Preeclampsia will be diagnosed by blood pressure measurement and detection of protein in the urine. Routine weight recording does not add to the diagnostic accuracy. The rationale behind the increasing frequency of visits in the standard antenatal care programmes was to detect preeclampsia as early as possible, but none of the trials testing schedules of fewer visits have shown any differences for detection and outcome complications of preeclampsia. Those at high risk should be followed more closely or referred to higher level of care (very young primigravidae, those with preeclampsia or eclampsia in previous pregnancies. Eclampsia may strike without prior signs of preeclampsia. All pregnant women and their partners (or sisters and mothers) should be told about early signs and how to react.

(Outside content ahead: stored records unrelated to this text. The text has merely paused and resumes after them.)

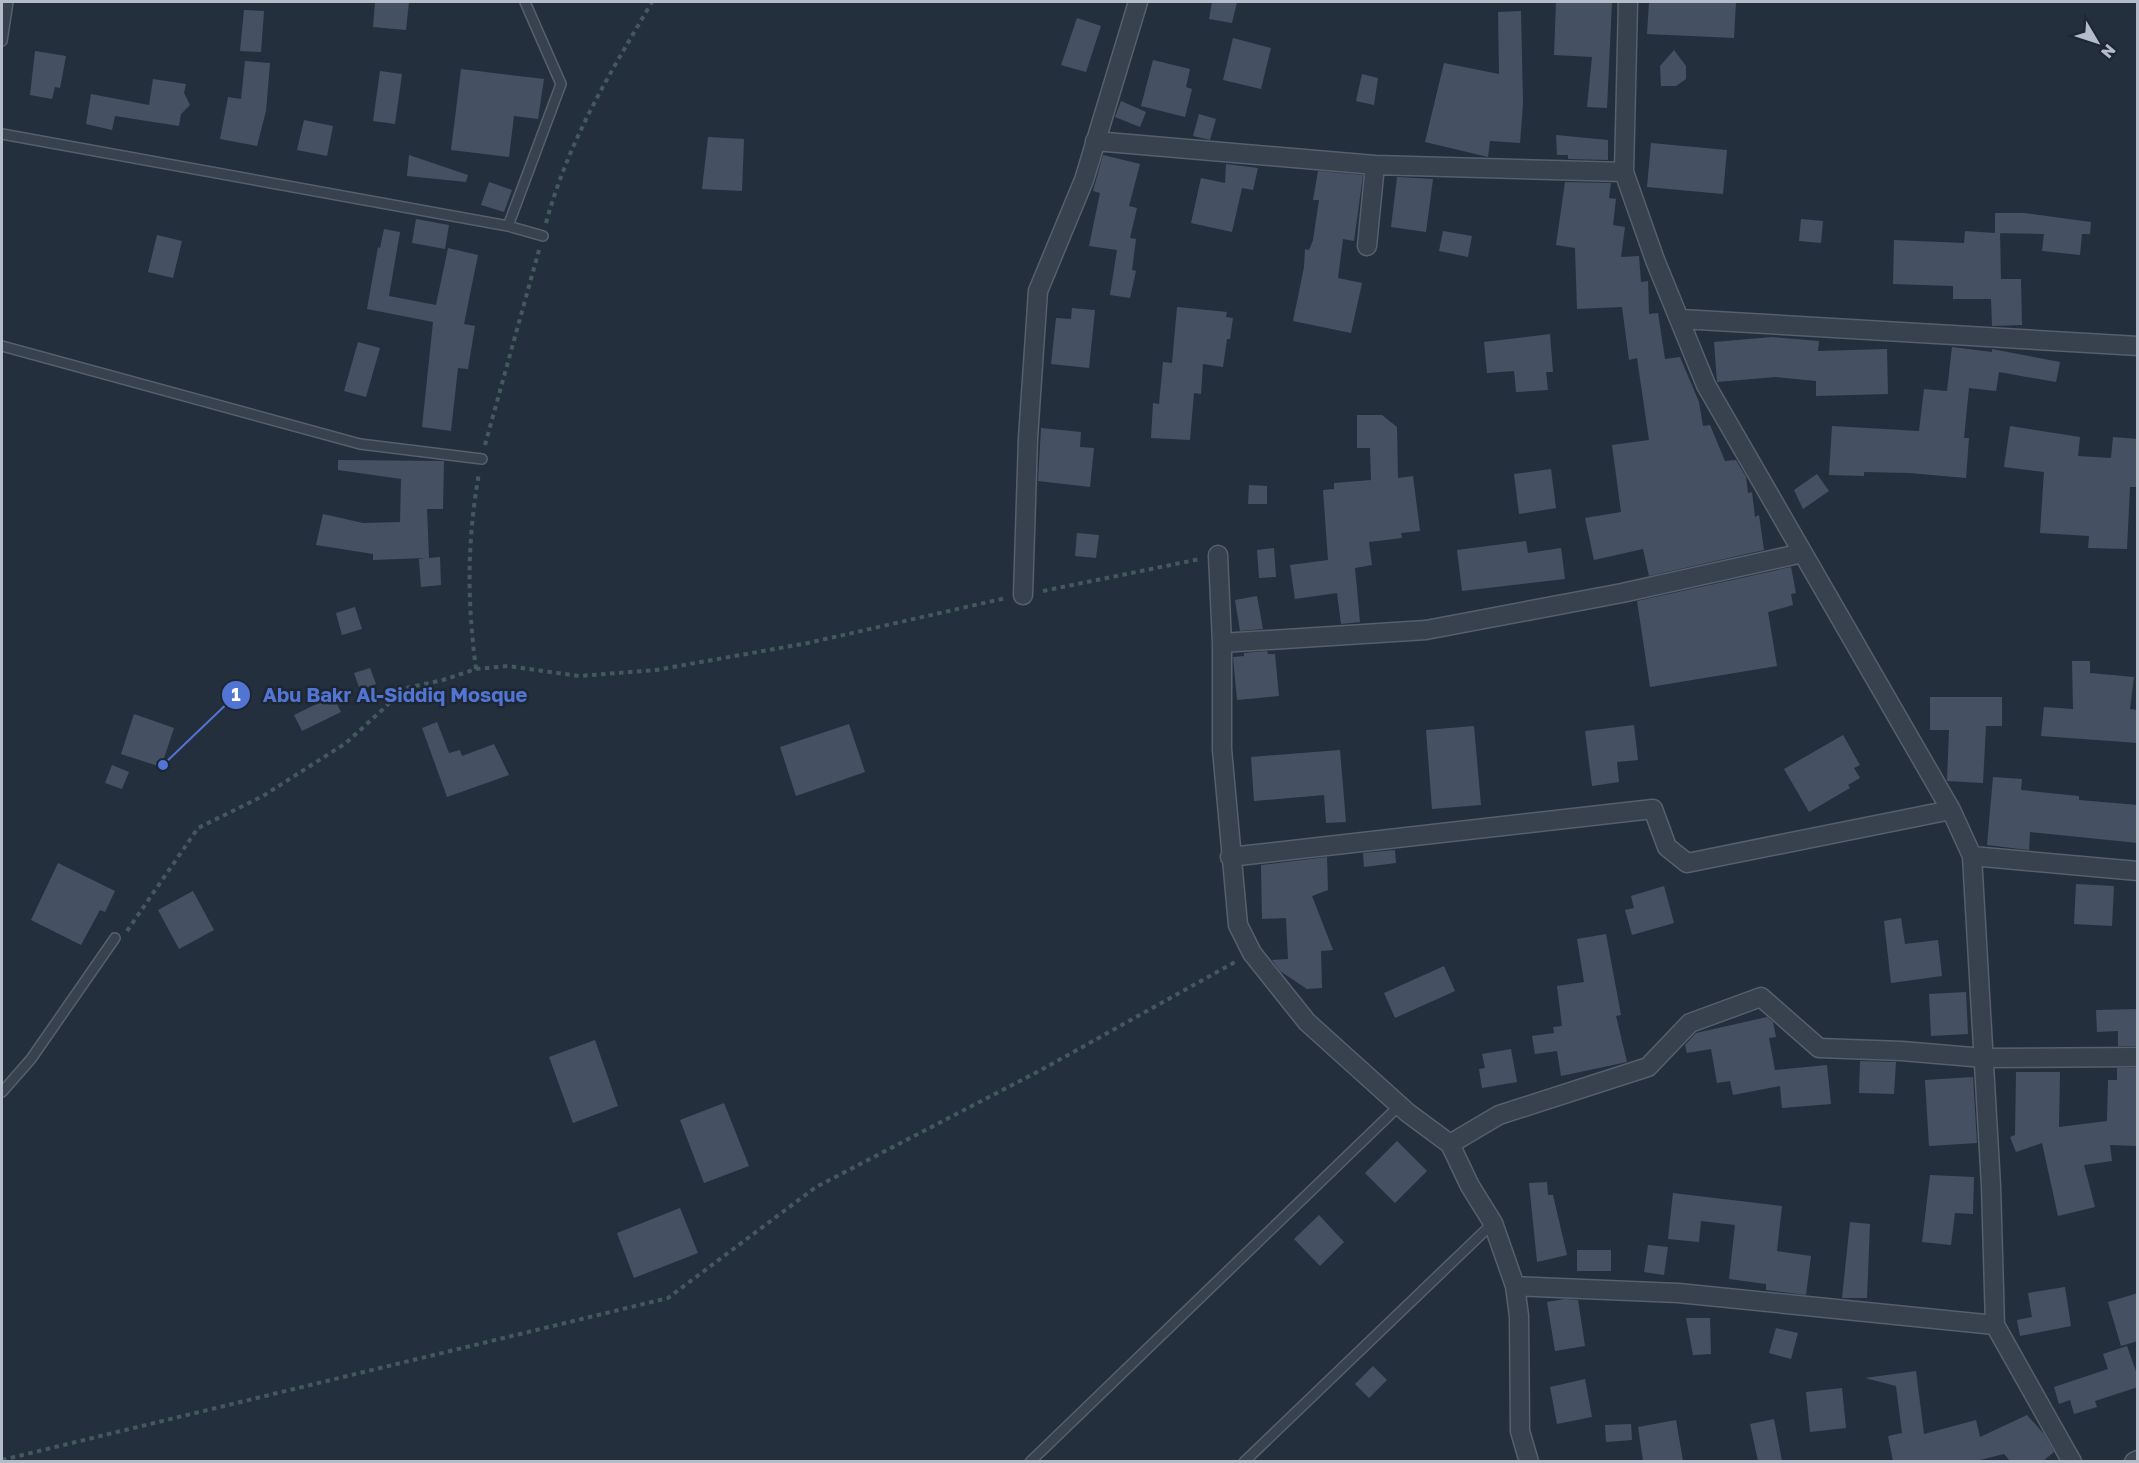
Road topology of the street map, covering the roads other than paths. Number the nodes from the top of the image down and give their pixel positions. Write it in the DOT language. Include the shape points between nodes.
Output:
graph roads {
  1 [pos="8,2"];
  2 [pos="525,2"];
  3 [pos="1138,2"];
  4 [pos="1628,2"];
  5 [pos="2,41"];
  6 [pos="2,134"];
  7 [pos="1095,141"];
  8 [pos="1375,165"];
  9 [pos="1624,172"];
  10 [pos="508,226"];
  11 [pos="543,236"];
  12 [pos="1367,246"];
  13 [pos="1681,319"];
  14 [pos="2,346"];
  15 [pos="2138,346"];
  16 [pos="482,459"];
  17 [pos="1803,553"];
  18 [pos="1218,555"];
  19 [pos="1023,595"];
  20 [pos="1222,643"];
  21 [pos="1951,810"];
  22 [pos="1972,856"];
  23 [pos="1230,857"];
  24 [pos="2138,871"];
  25 [pos="120,936"];
  26 [pos="2138,1057"];
  27 [pos="1984,1058"];
  28 [pos="2,1092"];
  29 [pos="1400,1105"];
  30 [pos="1450,1144"];
  31 [pos="1493,1223"];
  32 [pos="1515,1286"];
  33 [pos="1995,1325"];
  34 [pos="1030,1461"];
  35 [pos="1244,1461"];
  36 [pos="1529,1461"];
  37 [pos="2072,1461"];
  1 -- 5 [label="lane"];
  2 -- 10 [label="lane" via="561,84"];
  3 -- 7 [label="street"];
  4 -- 9 [label="street"];
  6 -- 10 [label="lane"];
  7 -- 8 [label="street"];
  7 -- 19 [label="street" via="1084,180 1038,291"];
  8 -- 9 [label="street"];
  8 -- 12 [label="street"];
  9 -- 13 [label="street" via="1654,260"];
  10 -- 11 [label="lane"];
  13 -- 15 [label="street"];
  13 -- 17 [label="street" via="1706,385"];
  14 -- 16 [label="lane" via="360,444"];
  17 -- 20 [label="street" via="1426,630"];
  17 -- 21 [label="street"];
  18 -- 20 [label="street"];
  20 -- 23 [label="street" via="1222,749"];
  21 -- 22 [label="street"];
  21 -- 23 [label="street" via="1688,863 1667,847 1653,809"];
  22 -- 24 [label="street"];
  22 -- 27 [label="street"];
  23 -- 29 [label="street" via="1238,925 1252,953 1307,1022"];
  25 -- 28 [label="lane" via="31,1059"];
  26 -- 27 [label="street"];
  27 -- 30 [label="street" via="1819,1048 1761,997 1690,1023 1648,1067 1499,1115"];
  27 -- 33 [label="street"];
  29 -- 30 [label="street"];
  29 -- 34 [label="lane"];
  30 -- 31 [label="street"];
  31 -- 32 [label="street"];
  31 -- 35 [label="lane"];
  32 -- 33 [label="street" via="1678,1293"];
  32 -- 36 [label="street" via="1520,1431"];
  33 -- 37 [label="street"];
}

It remains to be demonstrated that antenatal care leads to improved survival when hypertensive disorders are concerned (Rooney 1992).

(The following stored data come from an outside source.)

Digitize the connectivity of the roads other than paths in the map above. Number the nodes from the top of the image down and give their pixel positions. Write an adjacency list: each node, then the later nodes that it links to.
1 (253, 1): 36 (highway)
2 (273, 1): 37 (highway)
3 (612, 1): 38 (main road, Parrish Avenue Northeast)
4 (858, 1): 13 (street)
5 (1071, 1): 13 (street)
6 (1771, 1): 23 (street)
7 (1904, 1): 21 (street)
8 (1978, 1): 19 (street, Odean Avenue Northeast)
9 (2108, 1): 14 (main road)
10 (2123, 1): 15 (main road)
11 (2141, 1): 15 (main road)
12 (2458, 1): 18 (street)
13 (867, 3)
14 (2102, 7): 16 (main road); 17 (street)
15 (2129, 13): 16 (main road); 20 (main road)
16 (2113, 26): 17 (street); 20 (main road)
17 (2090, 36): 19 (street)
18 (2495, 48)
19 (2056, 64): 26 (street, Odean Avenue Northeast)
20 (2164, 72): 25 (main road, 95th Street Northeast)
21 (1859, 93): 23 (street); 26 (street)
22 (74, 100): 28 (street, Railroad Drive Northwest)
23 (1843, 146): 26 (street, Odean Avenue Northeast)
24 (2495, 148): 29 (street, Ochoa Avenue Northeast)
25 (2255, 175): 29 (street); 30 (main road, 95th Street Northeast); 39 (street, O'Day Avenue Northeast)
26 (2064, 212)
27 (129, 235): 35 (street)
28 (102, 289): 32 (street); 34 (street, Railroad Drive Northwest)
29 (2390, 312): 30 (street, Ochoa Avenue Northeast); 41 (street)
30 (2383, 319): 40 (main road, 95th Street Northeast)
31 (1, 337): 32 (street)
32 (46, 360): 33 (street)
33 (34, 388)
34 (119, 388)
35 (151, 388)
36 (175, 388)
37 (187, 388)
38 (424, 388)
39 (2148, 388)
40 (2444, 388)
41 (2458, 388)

Obstructed labour by definition manifests itself at birth. The best predictor is obstructed labour during the previous delivery. For primigravidae, maternal height has been used to select those of low stature for hospital delivery and is still useful in places where one has to select cases for hospital delivery. The test sensitivity is low but obviously increases with decreasing cut-off levels of height. Serial measurements of symphysis-to-fundus distance will detect those with large foetuses and will help select those in special need of caesarean section.

Deaths due to unsafe abortion occur all over the world, with notable exceptions for North America and most parts of Europe where abortion is legal, safe and relatively accessible (World Health Organization 1997). This problem must be attacked at parliamentary and governmental levels, all one can give at antenatal care is education about family planning and the dangers of abortion.